Pull every line containing "above" out of the listing below.
>>>
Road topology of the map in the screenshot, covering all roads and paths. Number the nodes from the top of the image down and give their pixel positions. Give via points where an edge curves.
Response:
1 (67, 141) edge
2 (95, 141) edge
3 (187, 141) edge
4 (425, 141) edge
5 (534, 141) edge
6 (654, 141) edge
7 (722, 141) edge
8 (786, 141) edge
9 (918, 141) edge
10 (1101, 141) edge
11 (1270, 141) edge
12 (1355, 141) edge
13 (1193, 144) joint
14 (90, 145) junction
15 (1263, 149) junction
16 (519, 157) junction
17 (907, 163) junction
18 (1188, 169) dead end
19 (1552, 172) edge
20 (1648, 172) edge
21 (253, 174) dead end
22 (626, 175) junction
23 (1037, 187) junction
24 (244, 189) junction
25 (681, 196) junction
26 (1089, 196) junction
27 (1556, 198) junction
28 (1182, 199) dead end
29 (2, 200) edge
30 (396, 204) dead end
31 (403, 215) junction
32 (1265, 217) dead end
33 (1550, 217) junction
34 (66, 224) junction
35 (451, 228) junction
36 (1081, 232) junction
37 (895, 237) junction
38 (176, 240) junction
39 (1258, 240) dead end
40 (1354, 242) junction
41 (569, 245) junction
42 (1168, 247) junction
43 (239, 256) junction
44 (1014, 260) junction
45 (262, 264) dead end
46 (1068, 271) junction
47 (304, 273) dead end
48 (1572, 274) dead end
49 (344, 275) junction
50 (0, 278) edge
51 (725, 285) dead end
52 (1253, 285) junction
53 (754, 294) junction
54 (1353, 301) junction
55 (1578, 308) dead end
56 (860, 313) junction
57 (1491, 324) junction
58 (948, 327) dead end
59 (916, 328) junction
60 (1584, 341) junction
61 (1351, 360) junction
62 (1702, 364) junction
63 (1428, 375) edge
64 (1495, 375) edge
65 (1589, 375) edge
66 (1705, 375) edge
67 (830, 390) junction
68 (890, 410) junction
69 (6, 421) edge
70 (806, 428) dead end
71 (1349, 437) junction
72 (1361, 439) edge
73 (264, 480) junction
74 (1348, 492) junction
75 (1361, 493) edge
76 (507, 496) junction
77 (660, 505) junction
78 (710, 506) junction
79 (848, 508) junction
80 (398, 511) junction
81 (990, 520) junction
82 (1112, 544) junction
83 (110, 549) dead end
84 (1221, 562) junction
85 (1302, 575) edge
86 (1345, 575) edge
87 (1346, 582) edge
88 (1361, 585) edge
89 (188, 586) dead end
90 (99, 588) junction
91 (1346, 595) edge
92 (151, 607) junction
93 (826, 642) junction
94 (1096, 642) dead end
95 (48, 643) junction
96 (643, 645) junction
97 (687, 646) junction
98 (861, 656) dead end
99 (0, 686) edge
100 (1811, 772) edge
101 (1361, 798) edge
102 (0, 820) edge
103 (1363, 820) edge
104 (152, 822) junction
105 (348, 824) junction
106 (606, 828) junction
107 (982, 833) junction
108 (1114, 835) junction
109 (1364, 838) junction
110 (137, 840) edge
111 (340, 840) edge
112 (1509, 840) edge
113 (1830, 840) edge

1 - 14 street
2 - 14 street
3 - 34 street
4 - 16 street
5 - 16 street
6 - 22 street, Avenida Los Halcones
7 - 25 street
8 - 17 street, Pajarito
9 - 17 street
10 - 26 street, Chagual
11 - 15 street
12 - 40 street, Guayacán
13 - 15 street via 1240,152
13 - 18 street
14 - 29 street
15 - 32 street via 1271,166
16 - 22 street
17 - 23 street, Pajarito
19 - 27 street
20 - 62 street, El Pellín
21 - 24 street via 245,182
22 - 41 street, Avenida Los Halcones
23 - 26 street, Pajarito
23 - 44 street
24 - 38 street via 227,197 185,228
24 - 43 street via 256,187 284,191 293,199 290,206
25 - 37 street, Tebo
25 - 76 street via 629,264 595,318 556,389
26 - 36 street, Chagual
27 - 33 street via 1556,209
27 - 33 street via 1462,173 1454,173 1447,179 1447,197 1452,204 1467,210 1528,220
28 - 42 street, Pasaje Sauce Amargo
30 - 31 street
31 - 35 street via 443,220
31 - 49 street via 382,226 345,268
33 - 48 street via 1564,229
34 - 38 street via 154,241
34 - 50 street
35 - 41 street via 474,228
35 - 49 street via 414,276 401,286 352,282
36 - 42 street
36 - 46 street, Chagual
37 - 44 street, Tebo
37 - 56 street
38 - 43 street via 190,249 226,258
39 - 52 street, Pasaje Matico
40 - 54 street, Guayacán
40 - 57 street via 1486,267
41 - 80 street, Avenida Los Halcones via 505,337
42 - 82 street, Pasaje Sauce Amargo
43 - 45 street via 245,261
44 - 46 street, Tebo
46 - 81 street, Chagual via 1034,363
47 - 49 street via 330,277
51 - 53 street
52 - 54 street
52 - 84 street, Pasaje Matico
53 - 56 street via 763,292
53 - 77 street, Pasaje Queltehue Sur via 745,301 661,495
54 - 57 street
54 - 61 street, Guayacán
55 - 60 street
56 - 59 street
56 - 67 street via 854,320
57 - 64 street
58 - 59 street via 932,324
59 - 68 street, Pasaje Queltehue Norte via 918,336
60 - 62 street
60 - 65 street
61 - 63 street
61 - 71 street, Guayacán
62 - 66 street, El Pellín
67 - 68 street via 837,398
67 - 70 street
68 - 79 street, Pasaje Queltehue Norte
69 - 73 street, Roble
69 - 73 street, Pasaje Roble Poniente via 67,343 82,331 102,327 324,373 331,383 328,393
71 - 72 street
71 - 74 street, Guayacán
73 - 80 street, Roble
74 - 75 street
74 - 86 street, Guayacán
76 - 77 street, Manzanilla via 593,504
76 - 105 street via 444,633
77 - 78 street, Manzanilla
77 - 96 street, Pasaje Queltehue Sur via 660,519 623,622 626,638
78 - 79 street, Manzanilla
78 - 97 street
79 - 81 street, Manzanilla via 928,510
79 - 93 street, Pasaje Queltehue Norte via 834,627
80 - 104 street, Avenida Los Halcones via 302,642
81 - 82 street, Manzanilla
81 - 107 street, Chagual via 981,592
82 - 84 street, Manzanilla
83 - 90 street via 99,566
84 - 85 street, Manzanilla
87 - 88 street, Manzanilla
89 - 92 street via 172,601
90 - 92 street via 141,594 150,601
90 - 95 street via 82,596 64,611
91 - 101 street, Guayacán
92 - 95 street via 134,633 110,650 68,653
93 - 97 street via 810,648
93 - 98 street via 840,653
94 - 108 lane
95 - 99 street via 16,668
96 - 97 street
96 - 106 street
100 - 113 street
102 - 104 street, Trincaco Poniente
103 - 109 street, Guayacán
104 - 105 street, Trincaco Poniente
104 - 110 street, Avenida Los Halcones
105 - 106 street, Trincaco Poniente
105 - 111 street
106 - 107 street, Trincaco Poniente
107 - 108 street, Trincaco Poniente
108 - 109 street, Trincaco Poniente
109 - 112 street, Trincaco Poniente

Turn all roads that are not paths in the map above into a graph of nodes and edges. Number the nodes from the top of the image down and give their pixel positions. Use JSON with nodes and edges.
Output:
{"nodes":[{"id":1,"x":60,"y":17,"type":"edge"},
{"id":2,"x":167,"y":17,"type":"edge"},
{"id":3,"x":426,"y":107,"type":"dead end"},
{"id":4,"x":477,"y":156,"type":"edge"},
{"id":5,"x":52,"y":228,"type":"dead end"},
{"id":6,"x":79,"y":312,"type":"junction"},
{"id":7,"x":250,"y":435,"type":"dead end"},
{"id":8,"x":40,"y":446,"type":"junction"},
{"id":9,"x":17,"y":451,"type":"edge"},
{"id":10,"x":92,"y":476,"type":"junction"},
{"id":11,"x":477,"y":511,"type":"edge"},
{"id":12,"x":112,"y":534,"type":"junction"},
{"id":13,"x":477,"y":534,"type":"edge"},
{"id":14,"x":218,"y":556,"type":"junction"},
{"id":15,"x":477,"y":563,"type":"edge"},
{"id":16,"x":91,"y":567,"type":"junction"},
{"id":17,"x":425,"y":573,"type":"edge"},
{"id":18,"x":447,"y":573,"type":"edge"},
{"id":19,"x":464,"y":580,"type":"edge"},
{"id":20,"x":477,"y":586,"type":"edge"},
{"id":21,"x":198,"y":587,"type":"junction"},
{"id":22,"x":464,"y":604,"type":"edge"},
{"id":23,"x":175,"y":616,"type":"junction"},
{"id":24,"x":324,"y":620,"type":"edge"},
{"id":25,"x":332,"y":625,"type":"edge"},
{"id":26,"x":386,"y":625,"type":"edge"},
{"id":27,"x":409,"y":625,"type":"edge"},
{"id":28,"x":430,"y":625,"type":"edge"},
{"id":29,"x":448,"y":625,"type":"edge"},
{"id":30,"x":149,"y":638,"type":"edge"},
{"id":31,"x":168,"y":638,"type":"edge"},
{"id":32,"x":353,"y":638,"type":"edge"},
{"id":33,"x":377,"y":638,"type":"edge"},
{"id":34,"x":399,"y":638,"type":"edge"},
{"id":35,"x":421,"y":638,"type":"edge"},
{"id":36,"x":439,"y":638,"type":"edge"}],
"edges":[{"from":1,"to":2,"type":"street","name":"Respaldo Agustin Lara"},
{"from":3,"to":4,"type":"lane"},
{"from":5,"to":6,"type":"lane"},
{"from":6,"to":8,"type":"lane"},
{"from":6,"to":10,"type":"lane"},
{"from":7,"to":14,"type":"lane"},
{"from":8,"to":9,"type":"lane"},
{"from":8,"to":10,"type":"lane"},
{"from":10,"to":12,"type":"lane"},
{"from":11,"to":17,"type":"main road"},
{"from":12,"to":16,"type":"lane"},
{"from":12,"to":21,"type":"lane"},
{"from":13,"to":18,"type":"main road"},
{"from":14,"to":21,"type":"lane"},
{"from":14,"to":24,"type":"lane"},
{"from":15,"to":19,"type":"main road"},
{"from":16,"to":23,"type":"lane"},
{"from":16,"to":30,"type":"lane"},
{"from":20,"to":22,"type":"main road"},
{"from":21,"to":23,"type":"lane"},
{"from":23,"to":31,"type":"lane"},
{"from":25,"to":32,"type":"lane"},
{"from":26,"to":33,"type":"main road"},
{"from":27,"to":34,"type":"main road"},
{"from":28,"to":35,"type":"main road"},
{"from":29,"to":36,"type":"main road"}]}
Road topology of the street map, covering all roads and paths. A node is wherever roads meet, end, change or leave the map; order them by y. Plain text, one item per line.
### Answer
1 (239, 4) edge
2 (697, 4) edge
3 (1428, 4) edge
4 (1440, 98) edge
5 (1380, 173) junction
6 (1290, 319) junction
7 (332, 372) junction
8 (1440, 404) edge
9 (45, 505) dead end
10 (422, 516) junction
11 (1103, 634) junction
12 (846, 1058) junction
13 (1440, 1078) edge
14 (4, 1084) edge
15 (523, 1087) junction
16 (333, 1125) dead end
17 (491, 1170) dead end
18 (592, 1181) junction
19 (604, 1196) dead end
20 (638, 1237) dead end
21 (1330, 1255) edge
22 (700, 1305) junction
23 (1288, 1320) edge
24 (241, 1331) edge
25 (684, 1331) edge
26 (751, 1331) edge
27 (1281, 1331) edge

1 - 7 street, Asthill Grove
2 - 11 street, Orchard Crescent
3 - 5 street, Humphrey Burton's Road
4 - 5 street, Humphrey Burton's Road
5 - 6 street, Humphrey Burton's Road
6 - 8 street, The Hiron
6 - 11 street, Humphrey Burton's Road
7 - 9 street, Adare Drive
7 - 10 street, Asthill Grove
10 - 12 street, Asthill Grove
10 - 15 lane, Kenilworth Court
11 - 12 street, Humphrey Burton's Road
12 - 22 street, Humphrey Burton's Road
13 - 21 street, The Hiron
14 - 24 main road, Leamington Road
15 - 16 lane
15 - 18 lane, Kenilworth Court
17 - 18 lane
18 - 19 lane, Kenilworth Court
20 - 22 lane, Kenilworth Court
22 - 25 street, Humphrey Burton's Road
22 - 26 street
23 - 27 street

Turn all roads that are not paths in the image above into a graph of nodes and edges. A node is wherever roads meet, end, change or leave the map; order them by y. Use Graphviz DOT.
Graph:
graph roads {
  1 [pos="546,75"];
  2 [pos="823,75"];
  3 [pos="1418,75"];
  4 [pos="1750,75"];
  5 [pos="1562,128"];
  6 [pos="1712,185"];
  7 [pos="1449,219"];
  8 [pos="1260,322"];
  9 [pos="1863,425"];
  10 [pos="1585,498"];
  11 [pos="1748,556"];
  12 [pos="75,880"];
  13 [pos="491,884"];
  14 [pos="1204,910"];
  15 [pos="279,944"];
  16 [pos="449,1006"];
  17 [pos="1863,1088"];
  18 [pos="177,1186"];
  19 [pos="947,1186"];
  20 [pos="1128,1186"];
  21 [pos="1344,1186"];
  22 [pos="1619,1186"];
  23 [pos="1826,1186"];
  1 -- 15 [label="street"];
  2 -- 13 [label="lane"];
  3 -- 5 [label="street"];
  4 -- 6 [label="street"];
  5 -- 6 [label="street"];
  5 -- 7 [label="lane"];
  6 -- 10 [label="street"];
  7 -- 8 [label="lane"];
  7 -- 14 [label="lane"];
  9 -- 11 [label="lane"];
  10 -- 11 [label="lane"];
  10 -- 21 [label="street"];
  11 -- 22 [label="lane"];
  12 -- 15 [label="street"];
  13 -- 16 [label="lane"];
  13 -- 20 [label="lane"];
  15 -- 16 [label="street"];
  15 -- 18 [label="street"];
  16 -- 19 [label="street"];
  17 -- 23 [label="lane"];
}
<<<
> _Task solution_:
Turn all roads that are not paths in the map above into a graph of nodes and edges. Number the nodes from the top of the image down and give their pixel positions. Use JSON with nodes and edges.
Turn all roads that are not paths in the image above into a graph of nodes and edges. A node is wherever roads meet, end, change or leave the map; order them by y. Use Graphviz DOT.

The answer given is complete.